I HEART DESSERTS
Limiting your sugar may make you think that your days of tiramisu are
over. But don’t worry. An occasional cupcake or treat isn’t the problem; it’s
making sweets a habit over the long haul that is. The trick is managing
“every once in a while.” If you look at the recipes for Dark Chocolate and
Beet Brownies and Banana “Ice Cream”, you will see tempting and sweet
desserts that are perfectly acceptable as special treats. The key revolves
around ingredient-swapping and learning how to make healthy versions of
unhealthy favourites.
Chocolate-Dipped Clementines are coated with pistachios for a touch of
crunch (and protein).

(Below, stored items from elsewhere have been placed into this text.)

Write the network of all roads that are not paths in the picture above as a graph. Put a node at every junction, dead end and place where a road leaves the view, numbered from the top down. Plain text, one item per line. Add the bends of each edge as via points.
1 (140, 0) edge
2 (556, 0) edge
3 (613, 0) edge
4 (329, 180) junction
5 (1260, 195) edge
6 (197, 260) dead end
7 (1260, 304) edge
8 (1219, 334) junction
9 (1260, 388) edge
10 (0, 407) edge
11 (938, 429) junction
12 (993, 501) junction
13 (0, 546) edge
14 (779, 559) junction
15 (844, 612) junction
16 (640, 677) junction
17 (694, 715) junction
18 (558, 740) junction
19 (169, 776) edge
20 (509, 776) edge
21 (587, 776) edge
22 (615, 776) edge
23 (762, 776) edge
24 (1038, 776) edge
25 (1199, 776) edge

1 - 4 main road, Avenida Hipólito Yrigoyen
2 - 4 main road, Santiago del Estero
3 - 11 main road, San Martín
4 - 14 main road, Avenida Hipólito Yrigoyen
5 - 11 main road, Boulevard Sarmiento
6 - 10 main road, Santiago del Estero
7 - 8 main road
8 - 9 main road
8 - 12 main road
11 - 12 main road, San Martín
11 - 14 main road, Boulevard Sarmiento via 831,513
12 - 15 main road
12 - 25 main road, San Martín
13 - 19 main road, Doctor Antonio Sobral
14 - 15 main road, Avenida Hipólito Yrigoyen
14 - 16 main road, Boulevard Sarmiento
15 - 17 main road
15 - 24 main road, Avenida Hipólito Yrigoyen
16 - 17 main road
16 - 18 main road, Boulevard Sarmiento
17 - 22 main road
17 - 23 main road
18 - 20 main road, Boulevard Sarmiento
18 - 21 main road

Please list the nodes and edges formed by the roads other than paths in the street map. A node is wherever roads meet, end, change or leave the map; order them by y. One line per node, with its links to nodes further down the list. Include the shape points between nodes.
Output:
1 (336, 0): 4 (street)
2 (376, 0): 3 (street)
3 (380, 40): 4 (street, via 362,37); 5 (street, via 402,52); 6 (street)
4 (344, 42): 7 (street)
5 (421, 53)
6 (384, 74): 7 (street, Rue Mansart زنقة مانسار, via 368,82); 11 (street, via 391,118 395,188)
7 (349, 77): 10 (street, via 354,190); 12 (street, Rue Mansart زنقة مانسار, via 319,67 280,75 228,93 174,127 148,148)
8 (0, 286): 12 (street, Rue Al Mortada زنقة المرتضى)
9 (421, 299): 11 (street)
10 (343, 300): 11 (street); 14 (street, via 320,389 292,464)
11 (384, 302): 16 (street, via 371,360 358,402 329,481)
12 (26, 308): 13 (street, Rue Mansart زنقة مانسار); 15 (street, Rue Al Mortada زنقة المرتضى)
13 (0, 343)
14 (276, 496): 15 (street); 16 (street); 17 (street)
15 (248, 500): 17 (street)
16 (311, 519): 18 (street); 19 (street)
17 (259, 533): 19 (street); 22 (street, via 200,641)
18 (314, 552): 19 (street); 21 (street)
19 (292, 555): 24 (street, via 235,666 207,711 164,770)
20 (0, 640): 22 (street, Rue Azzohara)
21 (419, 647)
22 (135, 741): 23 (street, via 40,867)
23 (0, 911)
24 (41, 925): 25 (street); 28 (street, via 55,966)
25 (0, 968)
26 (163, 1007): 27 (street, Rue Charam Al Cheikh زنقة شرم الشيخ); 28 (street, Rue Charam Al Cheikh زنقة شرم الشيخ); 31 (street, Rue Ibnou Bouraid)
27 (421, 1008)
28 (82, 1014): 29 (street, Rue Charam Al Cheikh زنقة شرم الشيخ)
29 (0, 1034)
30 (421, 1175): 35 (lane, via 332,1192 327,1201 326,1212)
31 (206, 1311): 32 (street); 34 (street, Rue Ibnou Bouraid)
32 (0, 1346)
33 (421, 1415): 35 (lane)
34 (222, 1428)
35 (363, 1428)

See the recipe.
Ultimately, this is one of the main reasons why my 21-Day Plan and FIXES
approach emphasize produce so much. I want your plate to resemble a micro
garden, with most foods reminding you of what they looked like when they were
harvested (that doesn’t mean you need to eat everything raw, just that the form of
the food keeps its shape—hence, apples are better than apple juice and grilled
aubergine is just fine, but when it’s gooped up in batter and cheese, not so
much). You’ll be treated to lots of vegetables, as well as lean protein (like
chicken, turkey, and fish). Some rice and grains are fine, too. Your goal is to
avoid foods with lots of saturated fat and/or sugar, and anything processed. Eat
this way and you prevent plaque from building up in the first place, keep the
arteries clear, and minimize the risk of ruptures.